When encountering intermittent connectivity problems, system logs provide important clues:

dmesg | grep -i ipv6
journalctl -u NetworkManager | grep -i ipv6

MTU issues are more sensitive in IPv6 environments because IPv6 does not allow fragmentation on intermediate paths. Path MTU discovery failure can lead to large packet transmission failures:

ping6 -s 1500 2001:db8::1

Gradually increasing packet size and observing when packet loss begins can help determine the path MTU limit.

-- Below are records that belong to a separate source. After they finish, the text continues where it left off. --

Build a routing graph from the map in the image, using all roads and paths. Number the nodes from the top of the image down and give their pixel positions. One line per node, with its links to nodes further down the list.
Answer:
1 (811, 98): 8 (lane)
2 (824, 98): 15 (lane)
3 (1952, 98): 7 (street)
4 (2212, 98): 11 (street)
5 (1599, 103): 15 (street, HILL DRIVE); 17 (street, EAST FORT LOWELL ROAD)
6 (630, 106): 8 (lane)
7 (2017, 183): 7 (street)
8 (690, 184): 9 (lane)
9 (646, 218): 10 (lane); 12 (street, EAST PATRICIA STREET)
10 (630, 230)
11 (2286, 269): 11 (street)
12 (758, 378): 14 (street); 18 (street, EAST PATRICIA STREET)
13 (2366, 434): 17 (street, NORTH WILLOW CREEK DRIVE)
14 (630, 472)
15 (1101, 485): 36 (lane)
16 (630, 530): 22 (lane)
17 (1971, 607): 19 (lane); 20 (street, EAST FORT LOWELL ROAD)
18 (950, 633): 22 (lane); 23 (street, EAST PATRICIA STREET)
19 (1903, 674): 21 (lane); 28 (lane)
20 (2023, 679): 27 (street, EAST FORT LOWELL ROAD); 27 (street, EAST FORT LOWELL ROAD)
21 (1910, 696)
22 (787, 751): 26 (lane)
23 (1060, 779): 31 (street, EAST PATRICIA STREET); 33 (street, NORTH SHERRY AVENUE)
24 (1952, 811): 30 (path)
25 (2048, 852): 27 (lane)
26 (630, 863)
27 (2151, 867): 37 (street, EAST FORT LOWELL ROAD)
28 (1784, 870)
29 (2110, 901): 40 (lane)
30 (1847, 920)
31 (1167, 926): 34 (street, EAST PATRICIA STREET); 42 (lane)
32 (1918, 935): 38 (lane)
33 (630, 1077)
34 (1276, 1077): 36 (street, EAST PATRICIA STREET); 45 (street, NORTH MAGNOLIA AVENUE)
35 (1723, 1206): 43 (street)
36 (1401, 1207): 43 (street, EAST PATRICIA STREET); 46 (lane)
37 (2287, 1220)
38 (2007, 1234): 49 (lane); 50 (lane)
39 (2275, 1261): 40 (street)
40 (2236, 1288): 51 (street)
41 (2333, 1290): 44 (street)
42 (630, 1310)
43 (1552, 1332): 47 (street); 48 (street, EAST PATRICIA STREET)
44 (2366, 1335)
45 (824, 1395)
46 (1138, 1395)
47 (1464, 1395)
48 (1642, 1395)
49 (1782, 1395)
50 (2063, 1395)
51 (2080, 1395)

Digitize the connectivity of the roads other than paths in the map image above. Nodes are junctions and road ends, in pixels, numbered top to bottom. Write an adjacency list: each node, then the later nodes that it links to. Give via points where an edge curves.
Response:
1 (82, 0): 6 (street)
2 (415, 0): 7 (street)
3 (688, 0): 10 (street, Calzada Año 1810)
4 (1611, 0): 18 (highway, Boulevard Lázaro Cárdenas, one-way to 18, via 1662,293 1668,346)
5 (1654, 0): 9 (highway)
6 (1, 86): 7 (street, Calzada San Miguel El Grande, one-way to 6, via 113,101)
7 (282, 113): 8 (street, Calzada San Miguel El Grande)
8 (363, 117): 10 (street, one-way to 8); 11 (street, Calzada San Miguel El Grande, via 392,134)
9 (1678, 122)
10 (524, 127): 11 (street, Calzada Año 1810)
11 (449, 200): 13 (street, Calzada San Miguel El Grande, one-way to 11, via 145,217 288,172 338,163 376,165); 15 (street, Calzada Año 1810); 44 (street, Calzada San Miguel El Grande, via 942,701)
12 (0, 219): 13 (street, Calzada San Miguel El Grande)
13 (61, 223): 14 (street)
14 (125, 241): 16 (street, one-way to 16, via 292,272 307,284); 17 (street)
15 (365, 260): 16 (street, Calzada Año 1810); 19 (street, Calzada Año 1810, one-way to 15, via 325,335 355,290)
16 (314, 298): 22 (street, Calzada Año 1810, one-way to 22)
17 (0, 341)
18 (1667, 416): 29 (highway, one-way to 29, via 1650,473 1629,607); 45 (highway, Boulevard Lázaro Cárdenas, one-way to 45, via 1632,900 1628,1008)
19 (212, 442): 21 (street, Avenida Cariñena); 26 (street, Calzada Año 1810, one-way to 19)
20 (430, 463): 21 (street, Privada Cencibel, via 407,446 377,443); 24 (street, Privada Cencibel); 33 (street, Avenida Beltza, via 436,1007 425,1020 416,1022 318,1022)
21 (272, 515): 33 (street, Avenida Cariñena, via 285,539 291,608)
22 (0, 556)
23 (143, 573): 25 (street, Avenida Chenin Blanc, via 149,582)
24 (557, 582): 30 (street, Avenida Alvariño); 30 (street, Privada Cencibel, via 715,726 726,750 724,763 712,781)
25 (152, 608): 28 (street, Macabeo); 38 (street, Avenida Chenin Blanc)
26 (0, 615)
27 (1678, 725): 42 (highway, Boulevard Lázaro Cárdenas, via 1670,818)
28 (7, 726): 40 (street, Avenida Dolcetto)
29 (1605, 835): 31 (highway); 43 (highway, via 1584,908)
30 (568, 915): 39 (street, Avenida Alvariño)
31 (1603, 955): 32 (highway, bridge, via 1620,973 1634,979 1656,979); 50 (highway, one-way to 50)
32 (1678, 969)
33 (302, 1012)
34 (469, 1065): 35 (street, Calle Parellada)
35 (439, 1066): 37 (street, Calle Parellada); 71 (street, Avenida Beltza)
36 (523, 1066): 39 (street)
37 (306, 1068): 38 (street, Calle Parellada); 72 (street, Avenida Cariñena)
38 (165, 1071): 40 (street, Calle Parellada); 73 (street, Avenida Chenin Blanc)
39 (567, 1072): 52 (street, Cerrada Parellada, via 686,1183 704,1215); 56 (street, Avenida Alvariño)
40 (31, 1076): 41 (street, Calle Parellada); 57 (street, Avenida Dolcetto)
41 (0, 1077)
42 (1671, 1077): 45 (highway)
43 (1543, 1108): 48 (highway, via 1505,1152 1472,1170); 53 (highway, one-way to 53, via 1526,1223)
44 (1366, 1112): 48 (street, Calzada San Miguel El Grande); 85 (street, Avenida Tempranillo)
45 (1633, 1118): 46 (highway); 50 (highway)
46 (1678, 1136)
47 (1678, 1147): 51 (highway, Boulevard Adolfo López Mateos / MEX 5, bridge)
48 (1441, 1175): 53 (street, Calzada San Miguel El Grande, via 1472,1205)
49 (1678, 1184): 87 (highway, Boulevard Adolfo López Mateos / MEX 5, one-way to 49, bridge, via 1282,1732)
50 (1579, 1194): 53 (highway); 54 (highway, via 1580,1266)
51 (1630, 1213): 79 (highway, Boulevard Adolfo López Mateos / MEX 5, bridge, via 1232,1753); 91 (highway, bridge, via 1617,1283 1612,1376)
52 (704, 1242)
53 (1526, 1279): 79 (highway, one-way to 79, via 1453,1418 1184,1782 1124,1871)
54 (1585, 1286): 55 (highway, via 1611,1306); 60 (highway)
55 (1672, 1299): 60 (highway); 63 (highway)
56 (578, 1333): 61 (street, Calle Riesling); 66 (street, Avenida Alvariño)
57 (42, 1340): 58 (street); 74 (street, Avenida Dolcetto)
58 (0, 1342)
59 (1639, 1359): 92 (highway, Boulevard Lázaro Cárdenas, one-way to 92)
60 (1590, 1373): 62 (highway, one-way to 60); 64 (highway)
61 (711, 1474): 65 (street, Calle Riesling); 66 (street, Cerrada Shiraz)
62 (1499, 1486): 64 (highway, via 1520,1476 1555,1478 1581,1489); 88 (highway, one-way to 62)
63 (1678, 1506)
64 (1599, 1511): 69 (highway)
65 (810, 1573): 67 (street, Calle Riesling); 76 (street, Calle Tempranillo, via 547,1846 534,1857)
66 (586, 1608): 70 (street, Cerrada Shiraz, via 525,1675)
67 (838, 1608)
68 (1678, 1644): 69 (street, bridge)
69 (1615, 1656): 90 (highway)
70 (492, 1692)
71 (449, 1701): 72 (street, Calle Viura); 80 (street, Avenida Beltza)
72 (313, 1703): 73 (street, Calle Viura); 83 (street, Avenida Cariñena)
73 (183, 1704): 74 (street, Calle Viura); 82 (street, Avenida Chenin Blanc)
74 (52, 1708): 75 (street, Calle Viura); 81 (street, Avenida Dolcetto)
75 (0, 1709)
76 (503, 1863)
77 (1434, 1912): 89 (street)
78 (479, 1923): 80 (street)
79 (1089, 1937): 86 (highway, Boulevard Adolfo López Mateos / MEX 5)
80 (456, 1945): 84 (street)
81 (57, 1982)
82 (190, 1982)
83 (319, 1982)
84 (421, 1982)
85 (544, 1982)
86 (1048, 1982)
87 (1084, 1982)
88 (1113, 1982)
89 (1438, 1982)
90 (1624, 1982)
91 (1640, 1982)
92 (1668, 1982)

For complex network environments, writing automated inspection scripts can improve efficiency:

#!/bin/
echo "=== IPv6 address check ==="
ip -6 addr show
echo -e "\n=== IPv6 routing table ==="
ip -6 route show
echo -e "\n=== IPv6 neighbor table ==="
ip -6 neighbor show
echo -e "\n=== IPv6 listening service ==="
ss -tuln | grep ':'

Through a systematic troubleshooting approach, administrators can quickly pinpoint the root cause of IPv6 network problems. Careful inspection of each link, from the physical layer to the application layer, from host configuration to network devices, is crucial to ensuring the reliability of IPv6 services. As IPv6 becomes increasingly prevalent, mastering these diagnostic skills is becoming more and more important for Linux server administrators.